Le théâtre jeune public orphelin de Roger Deldime

Roger Deldime, directeur de La montagne magique, nous a quittés.

Le théâtre jeune public orphelin de Roger Deldime
©Alexis Haulot
Laurence Bertels

Avec sa carrure imposante, sa voix de ténor et sa passion contagieuse, Roger Deldime était la personne de référence en théâtre jeune public. Et si le théâtre pour enfants et adolescents a connu un tel retentissement ces dernières années, ce sociologue du théâtre, ancien directeur d’un centre de recherches et de formation à l’Université libre de Bruxelles, y est assurément pour beaucoup. Tout le secteur pleure donc aujourd’hui un homme de caractère que l’on croyait insubmersible.

Mai 68

Sa carrière durant, il aura arpenté les festivals du monde entier pour découvrir les perles d’un art dont la particularité est de s’adresser aux jeunes générations mais d’être joué par des comédiens professionnels.

Né au lendemain de Mai 68, le théâtre jeune public était engagé et Roger Deldime a toujours défendu cette qualité. D’une grande exigence, on le voyait parfois sortir furieux d’une salle des Rencontres de Huy, tempêtant contre l’indigence de l’un ou l’autre spectacle. Un tempérament qui lui valut certes quelques inimitiés mais une rigueur et un esprit qui ont toujours forcé le respect. Une générosité et une humanité aussi que nul ne pourra contester.

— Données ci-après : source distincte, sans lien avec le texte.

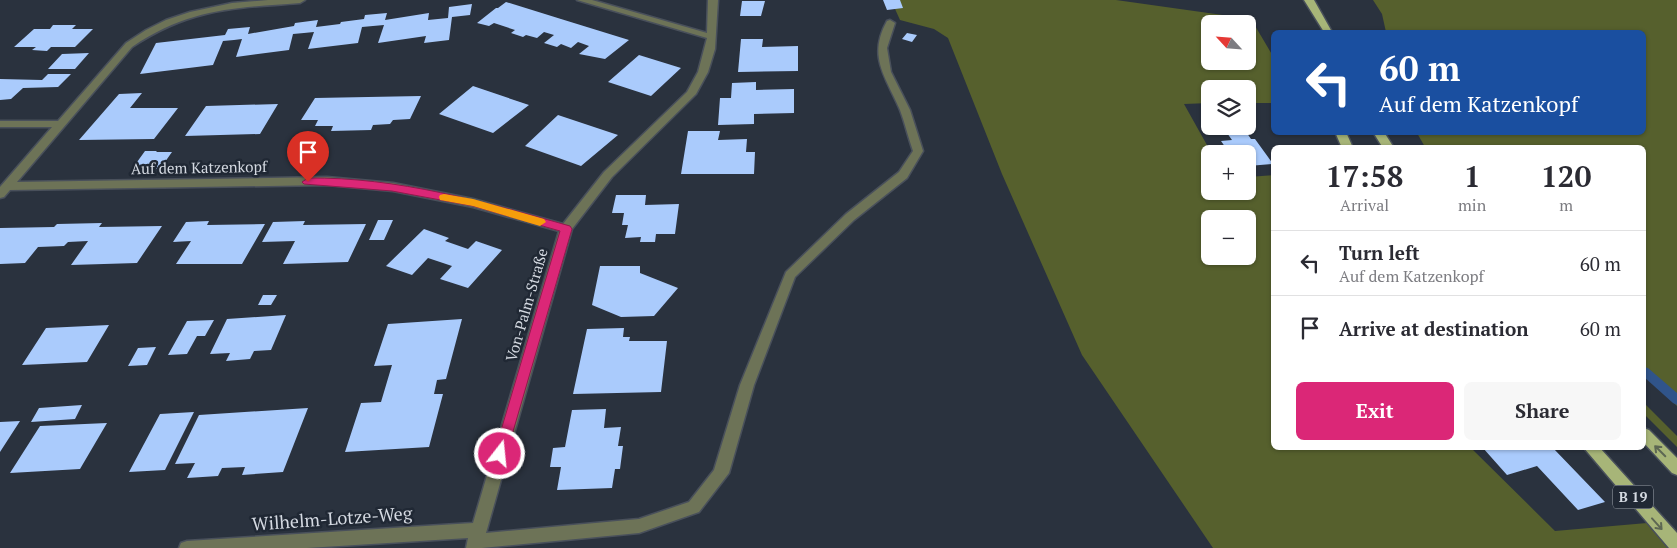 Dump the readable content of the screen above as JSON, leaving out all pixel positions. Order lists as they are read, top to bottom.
{
  "streets": {
    "main road": ["B 19"],
    "street": ["Auf dem Katzenkopf", "Von-Palm-Straße", "Wilhelm-Lotze-Weg"]
  },
  "crossings": [
    ["Auf dem Katzenkopf", "Von-Palm-Straße"],
    ["Von-Palm-Straße", "Wilhelm-Lotze-Weg"]
  ],
  "north": "top left",
  "page": {
    "map_buttons": ["+", "−"],
    "turn": ["60 m", "Auf dem Katzenkopf"],
    "eta": [
      "17:58",
      "Arrival",
      "1",
      "min",
      "120",
      "m"
    ],
    "list": [
      {
        "name": "Turn left",
        "note": "Auf dem Katzenkopf",
        "value": "60 m"
      },
      {
        "name": "Arrive at destination",
        "value": "60 m"
      }
    ],
    "buttons": ["Exit", "Share"]
  }
} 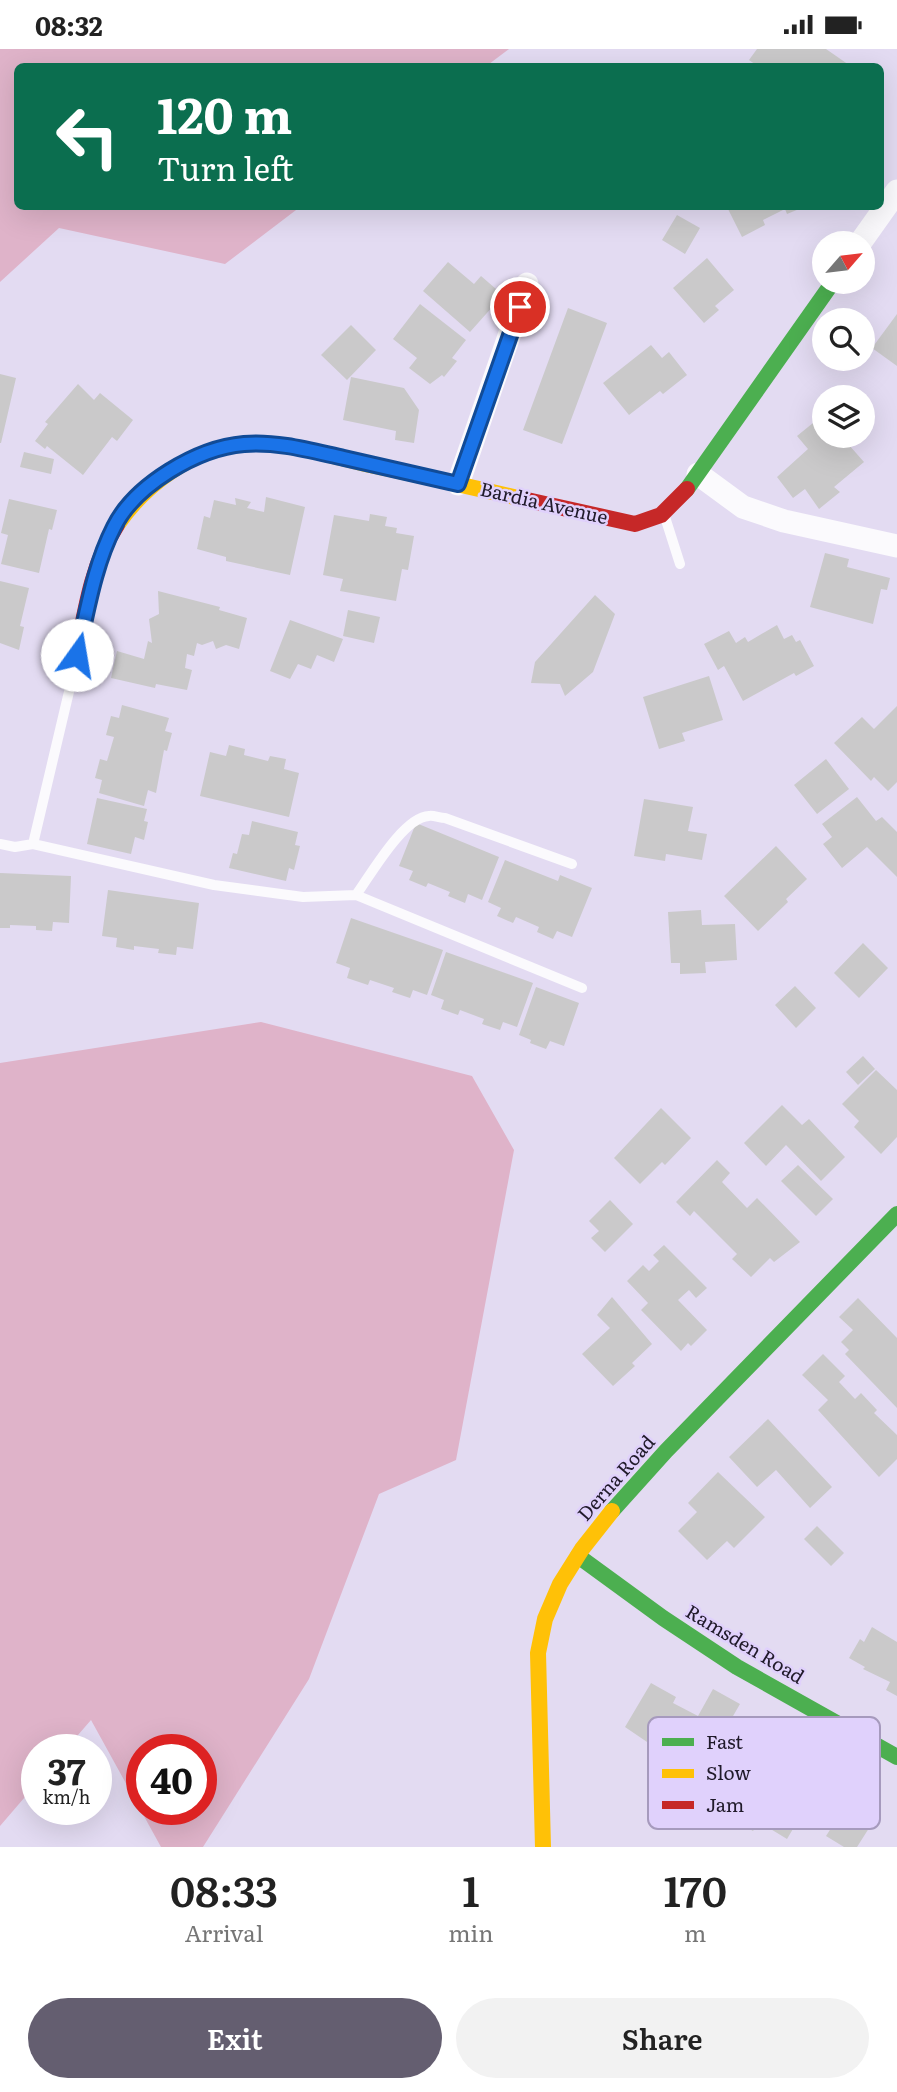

Grand lecteur de quotidiens, qu’il dévorait dès potron-minet, cet intellectuel défendait à la fois les arts de la parole, entre autres via le festival "Paroles au solstice", et les traces écrites qu’il laissera dans des publications telles que "Le développement psychologique de l’enfant", publié aux éditions De Boeck, ou "Questions de Théâtre" édité par Emile Lansman.

Roger Deldime s’est éteint, des suites d’une pneumonie, à l’âge de 76 ans, au lendemain, ou presque de la grande fête organisée pour les vingt ans de La montagne magique, "son" théâtre, celui des jeunes de la ville de Bruxelles, qu’il avait fondé, avec Jeanne Pigeon, en cette merveilleuse maison patricienne du XIXe, sise rue du Marais. On le voit encore enjamber les gravats, pendant les travaux, imaginant là une salle avec des gradins, ici de vraies loges, là encore son bureau… Il n’était pas peu fier.

Mission accomplie

La montagne magique, avec ses trois salles de spectacle, ses nombreux ateliers, son bistrot couleur brique ou ses liens avec la littérature jeunesse, est une des plus belles maisons de théâtre pour enfants en Europe. Sinon la plus belle. Et nombreux sont ceux qui nous l’envient. Jouissant d’une solide réputation bien au-delà de nos frontières, elle a longtemps été tenue à bout de bras par Roger Deldime et Jeanne Pigeon qui se sont toujours donné sans compter.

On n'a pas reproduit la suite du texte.